[Instructions for the task] Return the data verbatim, without pictures.

[Dataset entries]
--- --- ---

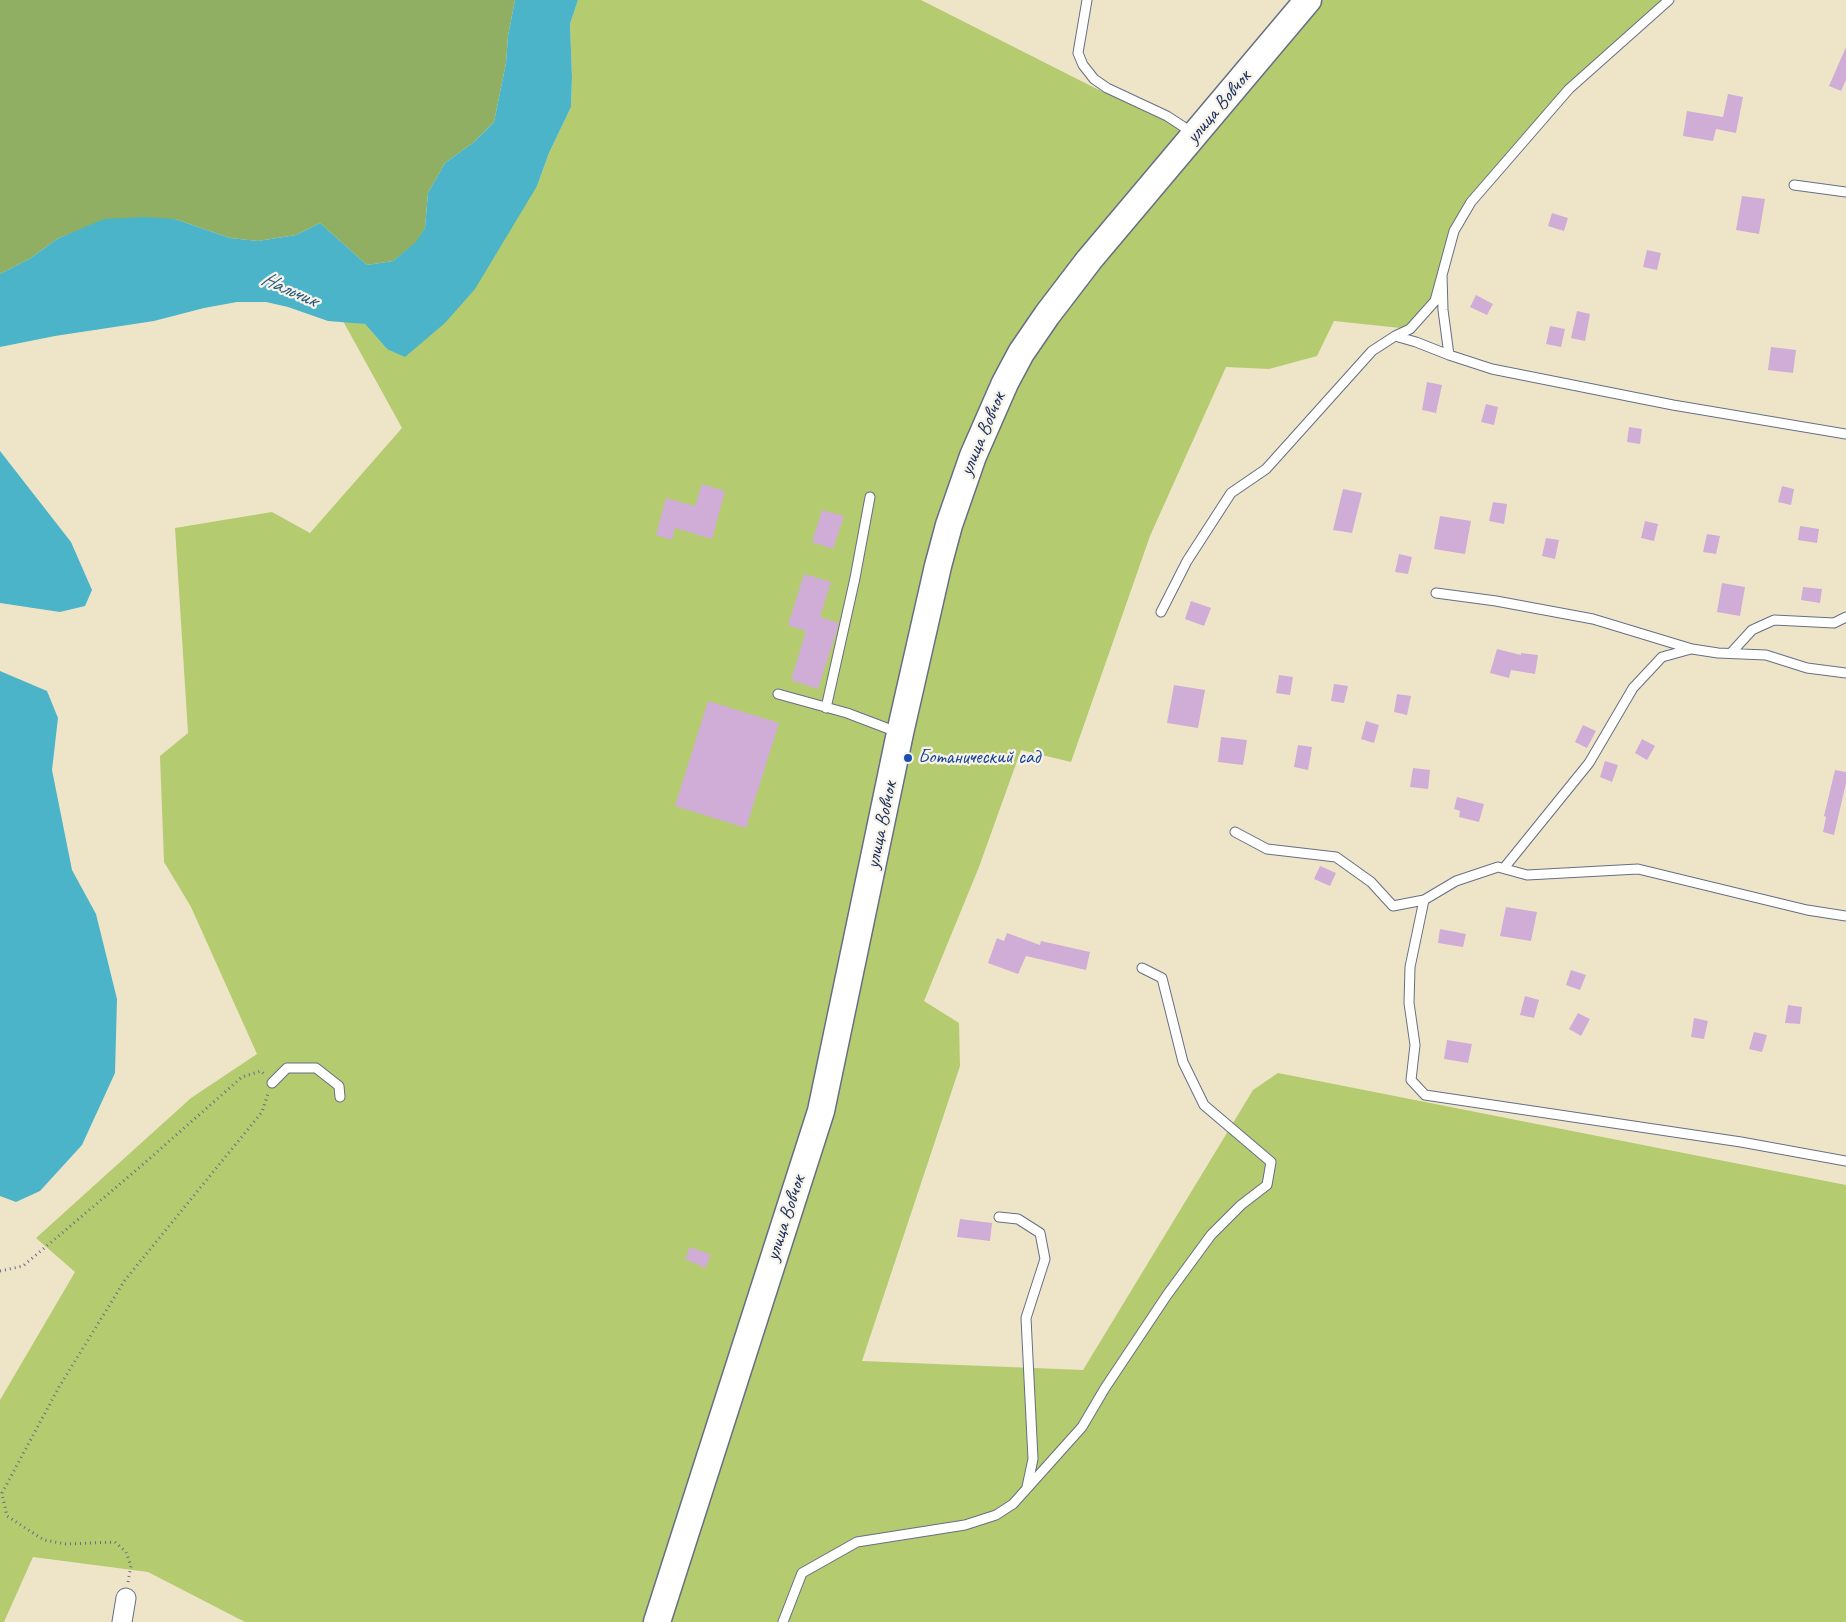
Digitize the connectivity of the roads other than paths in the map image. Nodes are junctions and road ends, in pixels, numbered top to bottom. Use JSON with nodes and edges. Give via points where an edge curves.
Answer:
{"nodes":[{"id":1,"x":1087,"y":0,"type":"edge"},
{"id":2,"x":1308,"y":0,"type":"edge"},
{"id":3,"x":1669,"y":0,"type":"edge"},
{"id":4,"x":1195,"y":134,"type":"junction"},
{"id":5,"x":1794,"y":185,"type":"dead end"},
{"id":6,"x":1846,"y":192,"type":"edge"},
{"id":7,"x":1442,"y":275,"type":"junction"},
{"id":8,"x":1395,"y":336,"type":"junction"},
{"id":9,"x":1449,"y":355,"type":"junction"},
{"id":10,"x":1846,"y":434,"type":"edge"},
{"id":11,"x":870,"y":497,"type":"dead end"},
{"id":12,"x":1436,"y":593,"type":"dead end"},
{"id":13,"x":1160,"y":612,"type":"dead end"},
{"id":14,"x":1846,"y":617,"type":"edge"},
{"id":15,"x":1692,"y":649,"type":"junction"},
{"id":16,"x":1731,"y":653,"type":"junction"},
{"id":17,"x":1846,"y":673,"type":"edge"},
{"id":18,"x":778,"y":694,"type":"dead end"},
{"id":19,"x":826,"y":708,"type":"junction"},
{"id":20,"x":900,"y":733,"type":"junction"},
{"id":21,"x":1234,"y":832,"type":"dead end"},
{"id":22,"x":1504,"y":868,"type":"junction"},
{"id":23,"x":1424,"y":900,"type":"junction"},
{"id":24,"x":1846,"y":916,"type":"edge"},
{"id":25,"x":1142,"y":968,"type":"dead end"},
{"id":26,"x":272,"y":1084,"type":"road end"},
{"id":27,"x":340,"y":1097,"type":"dead end"},
{"id":28,"x":1846,"y":1161,"type":"edge"},
{"id":29,"x":999,"y":1217,"type":"dead end"},
{"id":30,"x":1027,"y":1487,"type":"junction"},
{"id":31,"x":126,"y":1598,"type":"road end"},
{"id":32,"x":122,"y":1622,"type":"edge"},
{"id":33,"x":657,"y":1622,"type":"edge"},
{"id":34,"x":783,"y":1622,"type":"edge"}],
"edges":[{"from":1,"to":4,"type":"lane","via":[[1078,53],[1082,65],[1094,80],[1167,116]]},
{"from":2,"to":4,"type":"street","name":"улица Вовчок"},
{"from":3,"to":7,"type":"lane","via":[[1569,89],[1470,202],[1454,231]]},
{"from":4,"to":20,"type":"street","name":"улица Вовчок","via":[[1089,260],[1021,353],[1006,383],[972,456],[949,525]]},
{"from":5,"to":6,"type":"lane"},
{"from":7,"to":8,"type":"lane","via":[[1435,301],[1410,330]]},
{"from":7,"to":9,"type":"lane"},
{"from":8,"to":9,"type":"lane"},
{"from":8,"to":13,"type":"lane","via":[[1372,351],[1266,469],[1231,493],[1186,561]]},
{"from":9,"to":10,"type":"lane","via":[[1492,369],[1673,405]]},
{"from":11,"to":19,"type":"lane"},
{"from":12,"to":15,"type":"lane","via":[[1593,619]]},
{"from":14,"to":16,"type":"lane","via":[[1834,622],[1774,620],[1752,630]]},
{"from":15,"to":16,"type":"lane"},
{"from":15,"to":22,"type":"lane","via":[[1662,658],[1633,688],[1589,763]]},
{"from":16,"to":17,"type":"lane","via":[[1766,655],[1807,668]]},
{"from":18,"to":19,"type":"lane"},
{"from":19,"to":20,"type":"lane"},
{"from":20,"to":33,"type":"street","name":"улица Вовчок","via":[[821,1111]]},
{"from":21,"to":23,"type":"lane","via":[[1267,850],[1336,857],[1372,882],[1393,906]]},
{"from":22,"to":23,"type":"lane","via":[[1498,867],[1456,881]]},
{"from":22,"to":24,"type":"lane","via":[[1527,875],[1638,869],[1807,910]]},
{"from":23,"to":28,"type":"lane","via":[[1410,967],[1409,1003],[1415,1045],[1411,1080],[1425,1095],[1741,1142]]},
{"from":25,"to":30,"type":"lane","via":[[1162,978],[1183,1062],[1204,1105],[1271,1162],[1267,1185],[1210,1235],[1082,1427]]},
{"from":26,"to":27,"type":"lane","via":[[287,1068],[316,1068],[338,1086]]},
{"from":29,"to":30,"type":"lane","via":[[1018,1219],[1040,1233],[1045,1259],[1026,1318],[1033,1459]]},
{"from":30,"to":34,"type":"lane","via":[[1013,1504],[996,1515],[965,1525],[857,1542],[802,1573]]},
{"from":31,"to":32,"type":"street"}]}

--- --- ---

[Solved problem]
Digitize the connectivity of the roads other than paths in the map image. Nodes are junctions and road ends, in pixels, numbered top to bottom. Use JSON with nodes and edges. Give via points where an edge curves.
Answer:
{"nodes":[{"id":1,"x":1087,"y":0,"type":"edge"},
{"id":2,"x":1308,"y":0,"type":"edge"},
{"id":3,"x":1669,"y":0,"type":"edge"},
{"id":4,"x":1195,"y":134,"type":"junction"},
{"id":5,"x":1794,"y":185,"type":"dead end"},
{"id":6,"x":1846,"y":192,"type":"edge"},
{"id":7,"x":1442,"y":275,"type":"junction"},
{"id":8,"x":1395,"y":336,"type":"junction"},
{"id":9,"x":1449,"y":355,"type":"junction"},
{"id":10,"x":1846,"y":434,"type":"edge"},
{"id":11,"x":870,"y":497,"type":"dead end"},
{"id":12,"x":1436,"y":593,"type":"dead end"},
{"id":13,"x":1160,"y":612,"type":"dead end"},
{"id":14,"x":1846,"y":617,"type":"edge"},
{"id":15,"x":1692,"y":649,"type":"junction"},
{"id":16,"x":1731,"y":653,"type":"junction"},
{"id":17,"x":1846,"y":673,"type":"edge"},
{"id":18,"x":778,"y":694,"type":"dead end"},
{"id":19,"x":826,"y":708,"type":"junction"},
{"id":20,"x":900,"y":733,"type":"junction"},
{"id":21,"x":1234,"y":832,"type":"dead end"},
{"id":22,"x":1504,"y":868,"type":"junction"},
{"id":23,"x":1424,"y":900,"type":"junction"},
{"id":24,"x":1846,"y":916,"type":"edge"},
{"id":25,"x":1142,"y":968,"type":"dead end"},
{"id":26,"x":272,"y":1084,"type":"road end"},
{"id":27,"x":340,"y":1097,"type":"dead end"},
{"id":28,"x":1846,"y":1161,"type":"edge"},
{"id":29,"x":999,"y":1217,"type":"dead end"},
{"id":30,"x":1027,"y":1487,"type":"junction"},
{"id":31,"x":126,"y":1598,"type":"road end"},
{"id":32,"x":122,"y":1622,"type":"edge"},
{"id":33,"x":657,"y":1622,"type":"edge"},
{"id":34,"x":783,"y":1622,"type":"edge"}],
"edges":[{"from":1,"to":4,"type":"lane","via":[[1078,53],[1082,65],[1094,80],[1167,116]]},
{"from":2,"to":4,"type":"street","name":"улица Вовчок"},
{"from":3,"to":7,"type":"lane","via":[[1569,89],[1470,202],[1454,231]]},
{"from":4,"to":20,"type":"street","name":"улица Вовчок","via":[[1089,260],[1021,353],[1006,383],[972,456],[949,525]]},
{"from":5,"to":6,"type":"lane"},
{"from":7,"to":8,"type":"lane","via":[[1435,301],[1410,330]]},
{"from":7,"to":9,"type":"lane"},
{"from":8,"to":9,"type":"lane"},
{"from":8,"to":13,"type":"lane","via":[[1372,351],[1266,469],[1231,493],[1186,561]]},
{"from":9,"to":10,"type":"lane","via":[[1492,369],[1673,405]]},
{"from":11,"to":19,"type":"lane"},
{"from":12,"to":15,"type":"lane","via":[[1593,619]]},
{"from":14,"to":16,"type":"lane","via":[[1834,622],[1774,620],[1752,630]]},
{"from":15,"to":16,"type":"lane"},
{"from":15,"to":22,"type":"lane","via":[[1662,658],[1633,688],[1589,763]]},
{"from":16,"to":17,"type":"lane","via":[[1766,655],[1807,668]]},
{"from":18,"to":19,"type":"lane"},
{"from":19,"to":20,"type":"lane"},
{"from":20,"to":33,"type":"street","name":"улица Вовчок","via":[[821,1111]]},
{"from":21,"to":23,"type":"lane","via":[[1267,850],[1336,857],[1372,882],[1393,906]]},
{"from":22,"to":23,"type":"lane","via":[[1498,867],[1456,881]]},
{"from":22,"to":24,"type":"lane","via":[[1527,875],[1638,869],[1807,910]]},
{"from":23,"to":28,"type":"lane","via":[[1410,967],[1409,1003],[1415,1045],[1411,1080],[1425,1095],[1741,1142]]},
{"from":25,"to":30,"type":"lane","via":[[1162,978],[1183,1062],[1204,1105],[1271,1162],[1267,1185],[1210,1235],[1082,1427]]},
{"from":26,"to":27,"type":"lane","via":[[287,1068],[316,1068],[338,1086]]},
{"from":29,"to":30,"type":"lane","via":[[1018,1219],[1040,1233],[1045,1259],[1026,1318],[1033,1459]]},
{"from":30,"to":34,"type":"lane","via":[[1013,1504],[996,1515],[965,1525],[857,1542],[802,1573]]},
{"from":31,"to":32,"type":"street"}]}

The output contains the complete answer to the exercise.